▸ **About this task**:
For each line below that contains the string "Generała", copy that line.

+++ Extracted entries +++

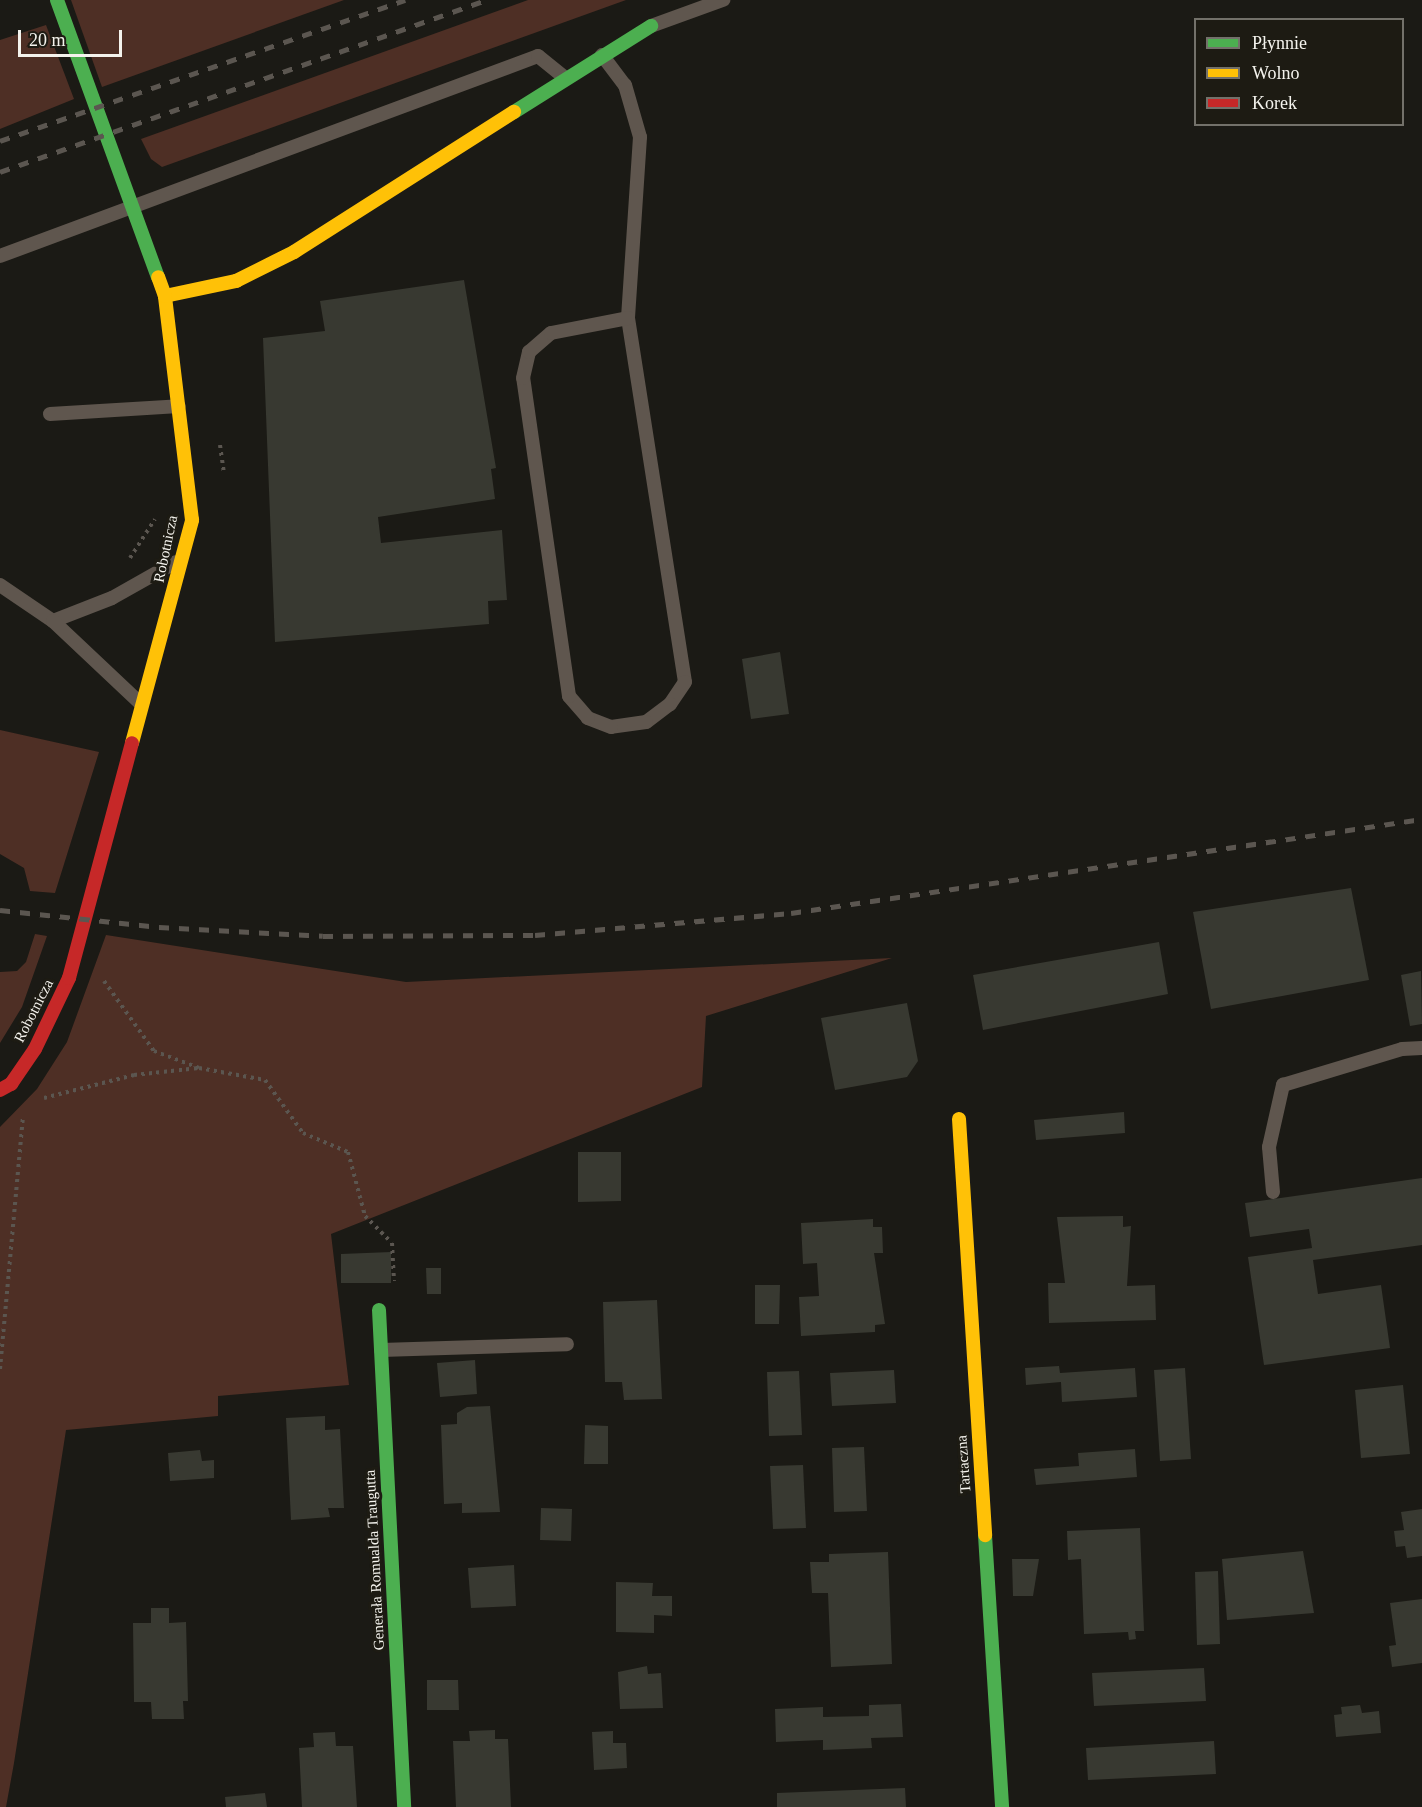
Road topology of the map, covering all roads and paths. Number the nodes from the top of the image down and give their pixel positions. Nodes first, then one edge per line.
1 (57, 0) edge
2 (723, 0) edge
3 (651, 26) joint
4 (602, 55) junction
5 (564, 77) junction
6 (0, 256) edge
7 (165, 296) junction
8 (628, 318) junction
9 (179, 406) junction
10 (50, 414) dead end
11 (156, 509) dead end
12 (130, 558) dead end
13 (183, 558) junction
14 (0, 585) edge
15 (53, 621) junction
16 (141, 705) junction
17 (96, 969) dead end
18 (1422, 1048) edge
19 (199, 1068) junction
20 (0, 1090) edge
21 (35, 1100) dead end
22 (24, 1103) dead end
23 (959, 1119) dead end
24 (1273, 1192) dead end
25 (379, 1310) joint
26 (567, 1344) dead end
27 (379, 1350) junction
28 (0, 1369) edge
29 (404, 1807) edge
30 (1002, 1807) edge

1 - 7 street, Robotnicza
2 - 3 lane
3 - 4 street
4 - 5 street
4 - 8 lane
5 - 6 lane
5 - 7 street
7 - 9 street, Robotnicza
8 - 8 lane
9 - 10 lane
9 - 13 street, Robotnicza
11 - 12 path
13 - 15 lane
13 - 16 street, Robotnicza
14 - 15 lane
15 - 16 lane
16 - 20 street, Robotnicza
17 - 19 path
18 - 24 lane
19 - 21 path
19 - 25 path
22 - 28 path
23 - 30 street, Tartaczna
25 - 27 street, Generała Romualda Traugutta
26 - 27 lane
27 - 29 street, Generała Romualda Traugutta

+++
+++ Extracted entries +++

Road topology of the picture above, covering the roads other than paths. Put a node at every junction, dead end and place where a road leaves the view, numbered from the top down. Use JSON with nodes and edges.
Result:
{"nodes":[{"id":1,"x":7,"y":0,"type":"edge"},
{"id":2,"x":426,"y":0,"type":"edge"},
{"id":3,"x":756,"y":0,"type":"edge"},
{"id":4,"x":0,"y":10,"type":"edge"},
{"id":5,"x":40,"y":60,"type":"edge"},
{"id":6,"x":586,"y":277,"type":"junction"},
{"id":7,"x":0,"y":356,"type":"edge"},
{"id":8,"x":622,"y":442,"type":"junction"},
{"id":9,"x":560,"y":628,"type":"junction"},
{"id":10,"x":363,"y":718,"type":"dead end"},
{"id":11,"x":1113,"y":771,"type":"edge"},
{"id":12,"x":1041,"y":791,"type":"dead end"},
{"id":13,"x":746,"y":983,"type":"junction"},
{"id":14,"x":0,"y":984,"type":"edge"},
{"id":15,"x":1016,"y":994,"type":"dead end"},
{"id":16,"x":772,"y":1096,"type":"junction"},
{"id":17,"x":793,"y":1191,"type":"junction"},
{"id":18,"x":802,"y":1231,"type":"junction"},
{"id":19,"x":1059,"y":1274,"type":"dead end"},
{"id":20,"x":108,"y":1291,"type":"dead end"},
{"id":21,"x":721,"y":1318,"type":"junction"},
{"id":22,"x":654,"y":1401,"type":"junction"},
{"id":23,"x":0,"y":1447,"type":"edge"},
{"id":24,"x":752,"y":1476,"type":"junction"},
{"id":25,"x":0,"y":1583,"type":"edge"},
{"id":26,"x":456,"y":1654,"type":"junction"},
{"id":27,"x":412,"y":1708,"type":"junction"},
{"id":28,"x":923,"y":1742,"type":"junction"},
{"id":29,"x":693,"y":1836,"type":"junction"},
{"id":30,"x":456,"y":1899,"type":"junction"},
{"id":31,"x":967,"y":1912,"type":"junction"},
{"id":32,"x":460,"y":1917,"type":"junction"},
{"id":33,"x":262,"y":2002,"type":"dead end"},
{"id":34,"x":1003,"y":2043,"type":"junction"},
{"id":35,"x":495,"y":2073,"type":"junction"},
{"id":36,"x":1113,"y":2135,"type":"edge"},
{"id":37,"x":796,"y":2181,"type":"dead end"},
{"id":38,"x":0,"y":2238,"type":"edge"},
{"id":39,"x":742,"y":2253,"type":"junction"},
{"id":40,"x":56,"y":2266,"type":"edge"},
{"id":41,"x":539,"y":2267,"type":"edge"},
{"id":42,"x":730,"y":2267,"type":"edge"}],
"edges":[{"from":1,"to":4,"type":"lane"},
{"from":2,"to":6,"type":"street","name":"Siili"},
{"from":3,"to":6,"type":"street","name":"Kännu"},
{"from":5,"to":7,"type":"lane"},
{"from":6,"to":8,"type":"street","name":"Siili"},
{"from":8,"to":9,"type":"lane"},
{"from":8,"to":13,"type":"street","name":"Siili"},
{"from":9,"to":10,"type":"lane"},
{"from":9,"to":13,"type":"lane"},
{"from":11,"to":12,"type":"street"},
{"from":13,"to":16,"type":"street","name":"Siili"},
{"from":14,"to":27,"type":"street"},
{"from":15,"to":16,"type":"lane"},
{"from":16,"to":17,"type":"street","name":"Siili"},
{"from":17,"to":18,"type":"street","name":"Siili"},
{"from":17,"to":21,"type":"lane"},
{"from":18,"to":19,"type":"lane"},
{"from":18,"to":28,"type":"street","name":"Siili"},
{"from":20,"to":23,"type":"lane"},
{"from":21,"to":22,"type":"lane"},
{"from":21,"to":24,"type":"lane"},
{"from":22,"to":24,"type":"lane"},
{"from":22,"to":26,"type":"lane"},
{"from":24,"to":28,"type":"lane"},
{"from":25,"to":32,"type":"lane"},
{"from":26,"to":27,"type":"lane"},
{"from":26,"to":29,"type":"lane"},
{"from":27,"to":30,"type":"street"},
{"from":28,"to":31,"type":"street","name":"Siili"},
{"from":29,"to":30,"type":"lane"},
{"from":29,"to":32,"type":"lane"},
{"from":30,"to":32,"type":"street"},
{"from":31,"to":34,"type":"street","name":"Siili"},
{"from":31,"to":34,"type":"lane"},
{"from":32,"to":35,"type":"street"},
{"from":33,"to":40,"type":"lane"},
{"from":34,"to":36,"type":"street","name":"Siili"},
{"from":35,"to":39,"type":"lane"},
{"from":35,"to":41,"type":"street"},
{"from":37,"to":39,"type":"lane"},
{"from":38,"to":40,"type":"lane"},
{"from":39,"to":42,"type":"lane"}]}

+++
+++ Extracted entries +++

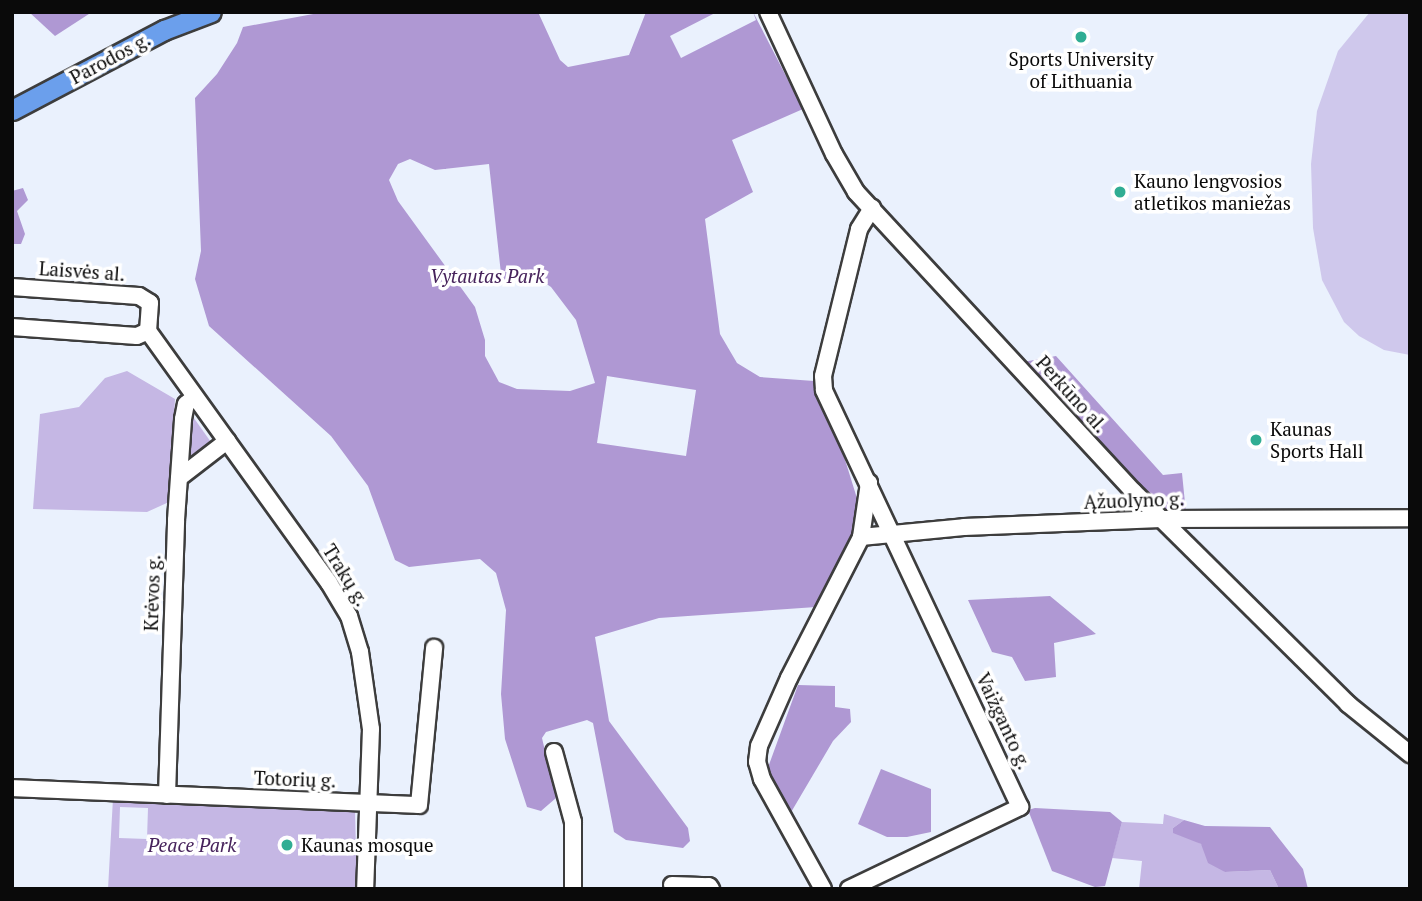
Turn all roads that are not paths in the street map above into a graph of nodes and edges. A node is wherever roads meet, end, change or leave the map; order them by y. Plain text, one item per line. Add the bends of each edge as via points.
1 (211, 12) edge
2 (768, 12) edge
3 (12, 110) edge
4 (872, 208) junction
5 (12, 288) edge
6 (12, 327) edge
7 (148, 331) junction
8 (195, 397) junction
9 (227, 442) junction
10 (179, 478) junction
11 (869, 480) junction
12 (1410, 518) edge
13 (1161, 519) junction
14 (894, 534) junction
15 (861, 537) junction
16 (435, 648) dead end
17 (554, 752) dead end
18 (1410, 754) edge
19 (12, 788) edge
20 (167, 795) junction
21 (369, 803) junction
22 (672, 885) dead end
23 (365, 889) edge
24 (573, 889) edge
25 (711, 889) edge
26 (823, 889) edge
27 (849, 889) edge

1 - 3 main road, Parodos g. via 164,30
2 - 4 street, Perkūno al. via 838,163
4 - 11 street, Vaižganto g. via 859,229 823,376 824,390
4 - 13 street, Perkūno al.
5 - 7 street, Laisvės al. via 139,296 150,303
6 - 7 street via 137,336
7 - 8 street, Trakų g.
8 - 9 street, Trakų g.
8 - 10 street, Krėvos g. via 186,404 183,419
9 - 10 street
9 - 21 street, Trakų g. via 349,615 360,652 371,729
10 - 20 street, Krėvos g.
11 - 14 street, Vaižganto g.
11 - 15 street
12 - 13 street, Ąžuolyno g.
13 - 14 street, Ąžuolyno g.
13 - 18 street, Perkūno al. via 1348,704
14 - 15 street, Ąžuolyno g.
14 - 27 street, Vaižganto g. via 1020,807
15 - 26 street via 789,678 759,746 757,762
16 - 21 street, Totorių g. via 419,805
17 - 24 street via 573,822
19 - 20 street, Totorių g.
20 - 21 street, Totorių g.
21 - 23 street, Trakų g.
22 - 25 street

+++

▸ **Written solution**:
25 - 27 street, Generała Romualda Traugutta
27 - 29 street, Generała Romualda Traugutta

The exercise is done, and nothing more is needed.